Instructions to follow:
The expected result is every entry, retyped character for character.

Source data:
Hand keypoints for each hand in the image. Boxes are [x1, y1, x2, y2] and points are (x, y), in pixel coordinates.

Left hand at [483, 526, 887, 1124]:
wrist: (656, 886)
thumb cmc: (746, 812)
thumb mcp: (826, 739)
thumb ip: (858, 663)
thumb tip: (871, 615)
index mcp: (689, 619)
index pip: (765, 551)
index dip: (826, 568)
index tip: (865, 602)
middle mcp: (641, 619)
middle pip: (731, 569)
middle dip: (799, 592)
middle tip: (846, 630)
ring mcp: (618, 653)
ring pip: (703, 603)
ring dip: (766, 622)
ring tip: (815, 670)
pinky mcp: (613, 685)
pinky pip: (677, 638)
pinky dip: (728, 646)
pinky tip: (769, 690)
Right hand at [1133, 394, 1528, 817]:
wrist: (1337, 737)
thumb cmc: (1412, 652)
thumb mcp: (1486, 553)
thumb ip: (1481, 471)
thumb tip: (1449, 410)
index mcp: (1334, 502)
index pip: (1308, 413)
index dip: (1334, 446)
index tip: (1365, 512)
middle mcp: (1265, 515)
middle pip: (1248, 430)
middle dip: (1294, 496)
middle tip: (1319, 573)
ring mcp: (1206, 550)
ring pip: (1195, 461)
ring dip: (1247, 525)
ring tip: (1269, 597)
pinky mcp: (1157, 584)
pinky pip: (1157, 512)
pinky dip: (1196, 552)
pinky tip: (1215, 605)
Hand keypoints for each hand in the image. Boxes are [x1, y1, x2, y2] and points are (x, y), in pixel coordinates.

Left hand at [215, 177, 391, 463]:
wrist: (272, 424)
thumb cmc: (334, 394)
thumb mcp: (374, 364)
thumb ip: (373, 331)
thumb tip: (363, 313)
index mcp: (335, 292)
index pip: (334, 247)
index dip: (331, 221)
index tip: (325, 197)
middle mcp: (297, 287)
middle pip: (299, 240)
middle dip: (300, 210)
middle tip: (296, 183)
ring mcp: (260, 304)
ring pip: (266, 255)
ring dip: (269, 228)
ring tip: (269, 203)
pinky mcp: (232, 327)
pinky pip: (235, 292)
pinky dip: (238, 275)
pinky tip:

Result:
Hand keypoints for each hand in the image. Boxes are [x1, y1, x2, y2] and points are (x, y), in pixel coordinates.

Left hand at [483, 526, 887, 1124]:
wrist: (656, 886)
thumb cmc: (746, 812)
thumb mcp: (826, 739)
thumb ip: (858, 663)
thumb tip: (871, 615)
index mcp: (689, 619)
index pip: (765, 551)
index dip: (826, 568)
index tip: (865, 602)
middle mcp: (641, 619)
middle pip: (731, 569)
middle dip: (799, 592)
middle tip: (846, 630)
ring mcp: (618, 653)
ring pip: (703, 603)
ring dip: (766, 622)
ring tip: (815, 670)
pinky mcp: (613, 685)
pinky pip: (677, 638)
pinky dip: (728, 646)
pinky tip: (769, 690)
Right hand at [1133, 394, 1528, 817]:
wrist: (1337, 737)
thumb cmc: (1412, 652)
thumb mcp: (1486, 553)
thumb ip: (1481, 471)
thumb tip: (1449, 410)
index mcp: (1334, 502)
index pip: (1308, 413)
index dip: (1334, 446)
index tip: (1365, 512)
middle mcp: (1265, 515)
middle pip: (1248, 430)
middle dip: (1294, 496)
middle tip: (1319, 573)
ring mcp: (1206, 550)
ring pip: (1195, 461)
ring dip: (1247, 525)
ring tip: (1269, 597)
pinky mcp: (1157, 584)
pinky pip: (1157, 512)
pinky dip: (1196, 552)
pinky tip: (1215, 605)
Hand keypoints for each hand in the image. Boxes are [x1, y1, x2, y2] and points are (x, y), in pixel coordinates.

Left hand at [215, 177, 391, 463]:
wrist: (272, 424)
thumb cmc: (334, 394)
thumb mcp: (374, 364)
thumb ip: (373, 331)
thumb tip: (363, 313)
index mcp: (335, 292)
index pip: (334, 247)
index dip: (331, 221)
index tip: (325, 197)
middle mcp: (297, 287)
middle pip: (299, 240)
middle dip: (300, 210)
middle tip: (296, 183)
ring mcp: (260, 304)
ring pip: (266, 255)
ring dip: (269, 228)
ring tip: (269, 203)
pinky mcp: (232, 327)
pinky pip: (235, 292)
pinky dip: (238, 275)
pinky tip:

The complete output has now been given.